» **YOUR GOAL**
Return, word for word, only the lines of the data below that lie between the line with "pinky tip: (201, 154)" and the line with "middle pip: (371, 238)", those two lines included.
"""
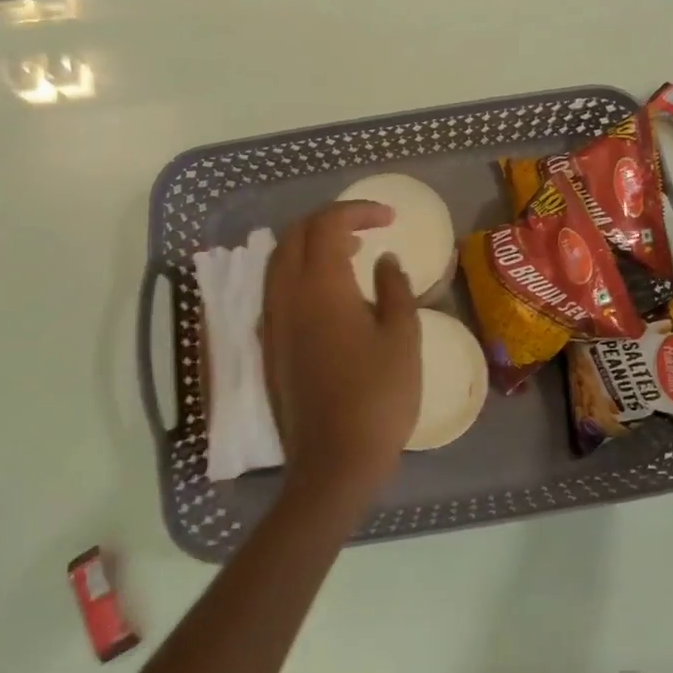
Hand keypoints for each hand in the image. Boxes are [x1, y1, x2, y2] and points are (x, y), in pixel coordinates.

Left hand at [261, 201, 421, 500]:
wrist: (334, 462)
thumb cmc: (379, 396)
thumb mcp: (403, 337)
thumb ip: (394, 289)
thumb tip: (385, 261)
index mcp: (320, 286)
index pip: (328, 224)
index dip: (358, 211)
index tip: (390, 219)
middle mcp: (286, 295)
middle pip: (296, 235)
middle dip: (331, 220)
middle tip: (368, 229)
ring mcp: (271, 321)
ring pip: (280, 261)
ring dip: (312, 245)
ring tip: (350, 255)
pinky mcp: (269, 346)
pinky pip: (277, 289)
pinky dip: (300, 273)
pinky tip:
"""
"""
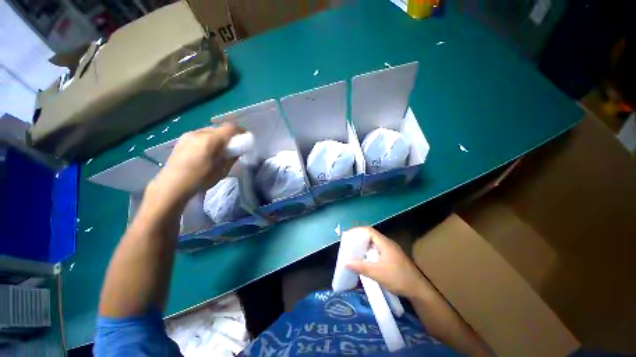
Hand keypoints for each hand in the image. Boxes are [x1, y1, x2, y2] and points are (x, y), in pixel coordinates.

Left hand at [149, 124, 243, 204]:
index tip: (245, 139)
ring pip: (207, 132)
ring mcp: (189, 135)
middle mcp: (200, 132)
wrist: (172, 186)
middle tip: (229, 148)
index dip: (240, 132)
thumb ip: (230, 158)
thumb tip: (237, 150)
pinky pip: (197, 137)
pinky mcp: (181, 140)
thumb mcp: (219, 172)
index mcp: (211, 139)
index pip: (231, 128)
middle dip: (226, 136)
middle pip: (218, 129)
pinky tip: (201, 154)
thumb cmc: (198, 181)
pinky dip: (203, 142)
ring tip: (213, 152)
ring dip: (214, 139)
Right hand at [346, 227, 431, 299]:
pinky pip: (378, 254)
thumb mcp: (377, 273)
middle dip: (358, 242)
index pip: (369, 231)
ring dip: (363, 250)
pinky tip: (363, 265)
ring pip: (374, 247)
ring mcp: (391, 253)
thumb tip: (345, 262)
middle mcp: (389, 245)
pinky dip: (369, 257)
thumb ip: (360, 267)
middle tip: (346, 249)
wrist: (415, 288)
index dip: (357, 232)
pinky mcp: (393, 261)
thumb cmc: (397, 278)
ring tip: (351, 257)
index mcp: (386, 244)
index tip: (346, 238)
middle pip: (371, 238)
"""
"""
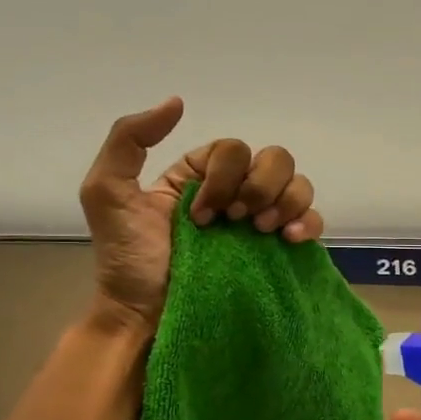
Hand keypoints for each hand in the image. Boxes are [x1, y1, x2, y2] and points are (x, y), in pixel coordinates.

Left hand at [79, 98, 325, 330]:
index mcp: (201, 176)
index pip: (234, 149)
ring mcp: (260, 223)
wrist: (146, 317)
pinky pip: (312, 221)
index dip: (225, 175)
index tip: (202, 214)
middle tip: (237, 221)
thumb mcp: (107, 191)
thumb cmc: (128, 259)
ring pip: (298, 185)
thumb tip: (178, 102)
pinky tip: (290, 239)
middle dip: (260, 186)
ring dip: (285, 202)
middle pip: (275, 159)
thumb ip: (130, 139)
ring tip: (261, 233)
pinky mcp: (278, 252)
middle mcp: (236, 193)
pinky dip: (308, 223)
"""
» **OUTPUT BELOW**
pinky tip: (201, 154)
thumb cmc: (198, 181)
pinky dip: (203, 142)
ring tip: (213, 152)
ring dip: (214, 139)
Right hand at [346, 227, 431, 299]:
pinky pip: (378, 254)
thumb mcp: (377, 273)
middle dip: (358, 242)
index pip: (369, 231)
ring dip: (363, 250)
pinky tip: (363, 265)
ring pip: (374, 247)
ring mcp: (391, 253)
thumb tip: (345, 262)
middle mcp: (389, 245)
pinky dip: (369, 257)
thumb ip: (360, 267)
middle tip: (346, 249)
wrist: (415, 288)
index dip: (357, 232)
pinky mcp: (393, 261)
thumb cmc: (397, 278)
ring tip: (351, 257)
index mcp: (386, 244)
index tip: (346, 238)
middle pip: (371, 238)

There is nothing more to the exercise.